Working data
* * * * * * *

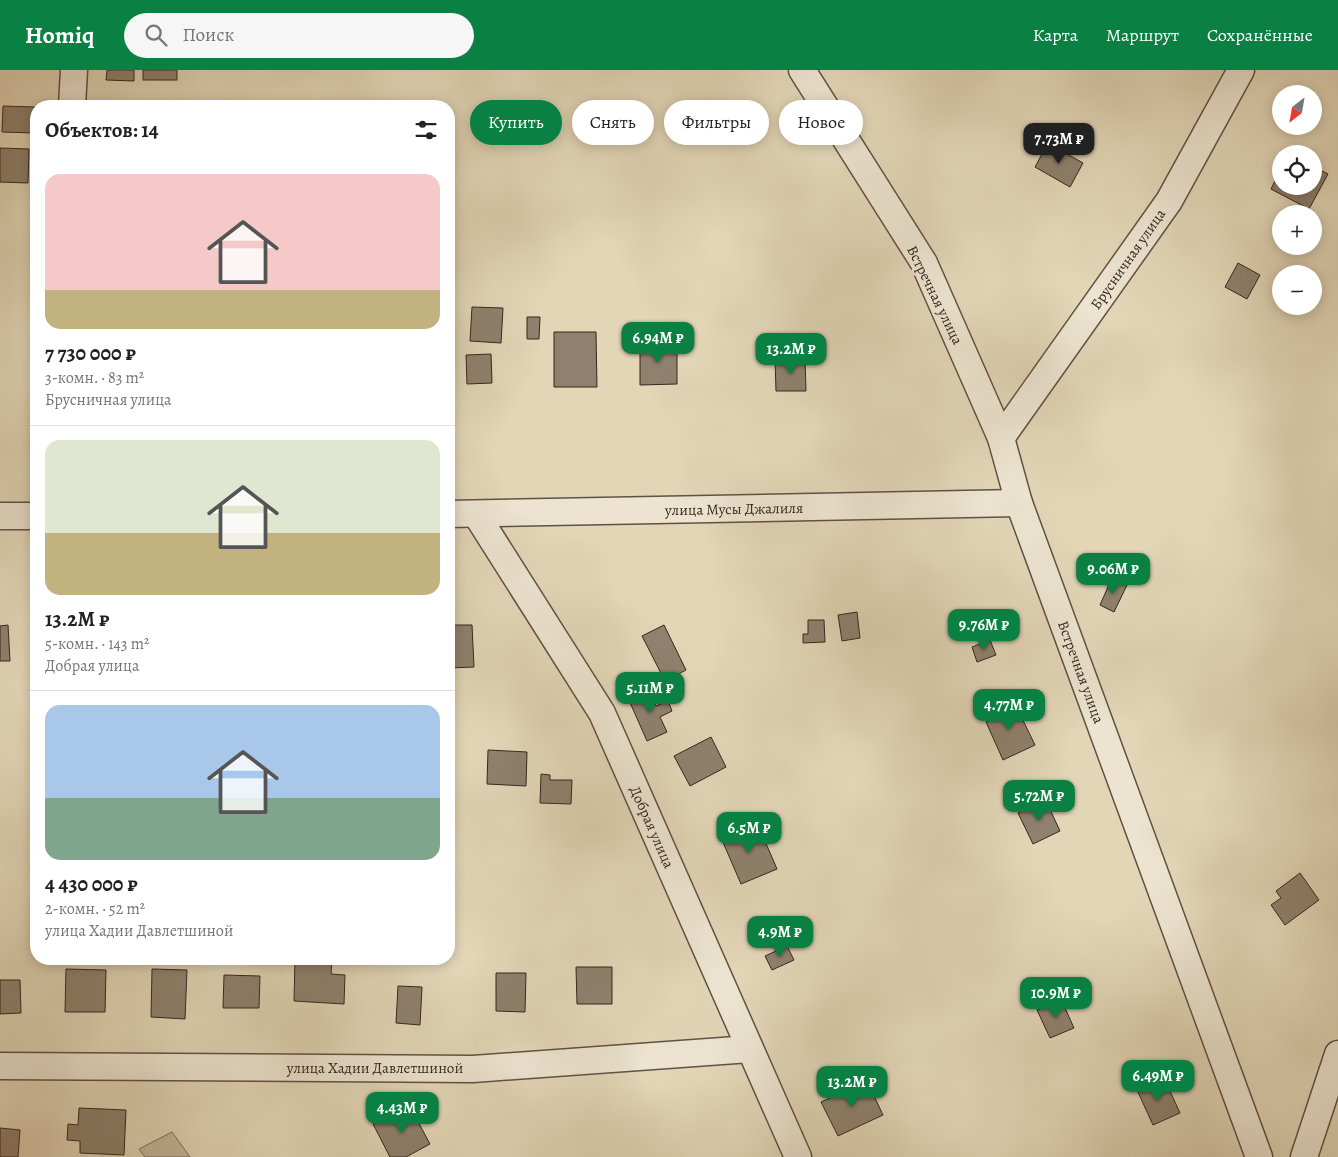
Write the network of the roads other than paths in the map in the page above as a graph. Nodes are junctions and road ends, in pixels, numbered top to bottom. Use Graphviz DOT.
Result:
graph roads {
  1 [pos="74,70"];
  2 [pos="802,70"];
  3 [pos="1241,70"];
  4 [pos="72,100"];
  5 [pos="1001,438"];
  6 [pos="1019,504"];
  7 [pos="455,514"];
  8 [pos="476,514"];
  9 [pos="0,516"];
  10 [pos="30,516"];
  11 [pos="750,1049"];
  12 [pos="1338,1054"];
  13 [pos="0,1066"];
  14 [pos="798,1157"];
  15 [pos="1259,1157"];
  16 [pos="1304,1157"];
  1 -- 4 [label="street"];
  2 -- 5 [label="street, Встречная улица"];
  3 -- 5 [label="street, Брусничная улица"];
  5 -- 6 [label="street, Встречная улица"];
  6 -- 8 [label="street, улица Мусы Джалиля"];
  6 -- 15 [label="street, Встречная улица"];
  7 -- 8 [label="street, улица Мусы Джалиля"];
  8 -- 11 [label="street, Добрая улица"];
  9 -- 10 [label="street"];
  11 -- 13 [label="street, улица Хадии Давлетшиной"];
  11 -- 14 [label="street, Добрая улица"];
  12 -- 16 [label="street"];
}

* * * * * * *

Work instruction
Copy every record above exactly, leaving out any pictures.

Task response
Write the network of the roads other than paths in the map in the page above as a graph. Nodes are junctions and road ends, in pixels, numbered top to bottom. Use Graphviz DOT.
Result:
graph roads {
  1 [pos="74,70"];
  2 [pos="802,70"];
  3 [pos="1241,70"];
  4 [pos="72,100"];
  5 [pos="1001,438"];
  6 [pos="1019,504"];
  7 [pos="455,514"];
  8 [pos="476,514"];
  9 [pos="0,516"];
  10 [pos="30,516"];
  11 [pos="750,1049"];
  12 [pos="1338,1054"];
  13 [pos="0,1066"];
  14 [pos="798,1157"];
  15 [pos="1259,1157"];
  16 [pos="1304,1157"];
  1 -- 4 [label="street"];
  2 -- 5 [label="street, Встречная улица"];
  3 -- 5 [label="street, Брусничная улица"];
  5 -- 6 [label="street, Встречная улица"];
  6 -- 8 [label="street, улица Мусы Джалиля"];
  6 -- 15 [label="street, Встречная улица"];
  7 -- 8 [label="street, улица Мусы Джалиля"];
  8 -- 11 [label="street, Добрая улица"];
  9 -- 10 [label="street"];
  11 -- 13 [label="street, улица Хадии Давлетшиной"];
  11 -- 14 [label="street, Добрая улица"];
  12 -- 16 [label="street"];
}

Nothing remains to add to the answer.